((

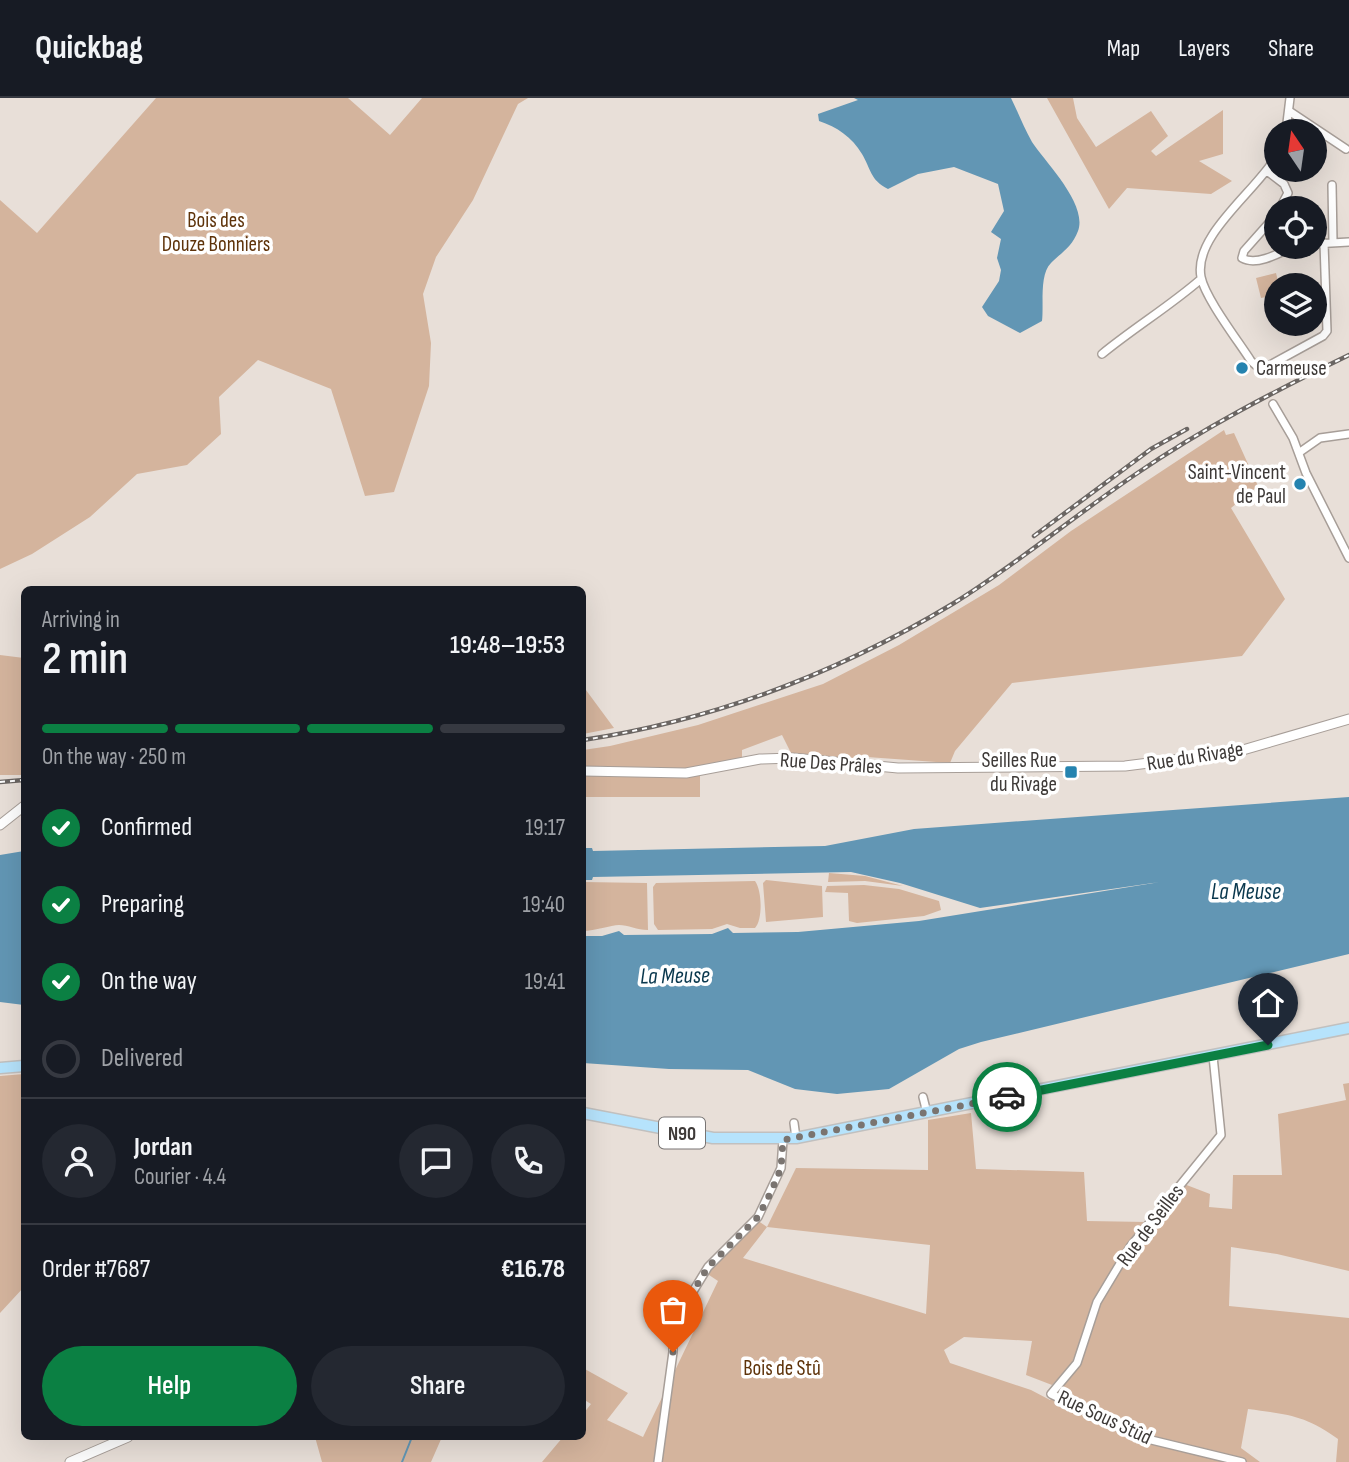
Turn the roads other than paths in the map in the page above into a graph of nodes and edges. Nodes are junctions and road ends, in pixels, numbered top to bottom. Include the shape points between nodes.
1 (1290, 98) edge
2 (1289, 111) junction
3 (1288, 119) edge
4 (1346, 149) dead end
5 (1264, 174) edge
6 (1332, 185) dead end
7 (1264, 228) edge
8 (1349, 242) edge
9 (1328, 243) junction
10 (1264, 258) edge
11 (1201, 279) junction
12 (1102, 354) dead end
13 (1273, 404) dead end
14 (1349, 434) edge
15 (1300, 452) junction
16 (1349, 558) edge
17 (1349, 719) edge
18 (1038, 768) joint
19 (586, 771) edge
20 (21, 808) edge
21 (0, 825) edge
22 (1349, 1028) edge
23 (1213, 1056) junction
24 (21, 1066) edge
25 (0, 1068) edge
26 (923, 1097) dead end
27 (927, 1113) junction
28 (586, 1114) edge
29 (794, 1123) dead end
30 (796, 1138) junction
31 (783, 1140) junction
32 (1051, 1391) joint
33 (121, 1440) edge
34 (70, 1462) edge
35 (657, 1462) edge
36 (1242, 1462) edge

1 - 2 street
2 - 3 street
2 - 4 street
5 - 11 street via 1211,235 1200,258
6 - 9 street
7 - 10 street via 1242,258
8 - 9 street
9 - 11 street via 1327,331 1261,370
11 - 12 street
13 - 15 street
14 - 15 street via 1320,438
15 - 16 street
17 - 18 street, Rue du Rivage via 1236,752 1125,766
18 - 19 street, Rue Des Prâles via 864,767 793,758 760,759 686,773
20 - 21 street
22 - 23 main road, N90
23 - 27 main road, N90
23 - 32 street, Rue de Seilles via 1221,1135 1130,1247 1097,1302 1077,1363
24 - 25 main road
26 - 27 street
27 - 30 main road, N90
28 - 31 main road, N90 via 713,1138
29 - 30 street
30 - 31 main road, N90
31 - 35 street via 781,1168 758,1217 708,1267 673,1324
32 - 36 street, Rue Sous Stûd via 1057,1399 1139,1437
33 - 34 street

))

Scan the listing above and identify each line holding the string "road"; copy every such line.

Turn the roads other than paths in the map in the page above into a graph of nodes and edges. Nodes are junctions and road ends, in pixels, numbered top to bottom. Include the shape points between nodes.
22 - 23 main road, N90
23 - 27 main road, N90
24 - 25 main road
27 - 30 main road, N90
28 - 31 main road, N90 via 713,1138
30 - 31 main road, N90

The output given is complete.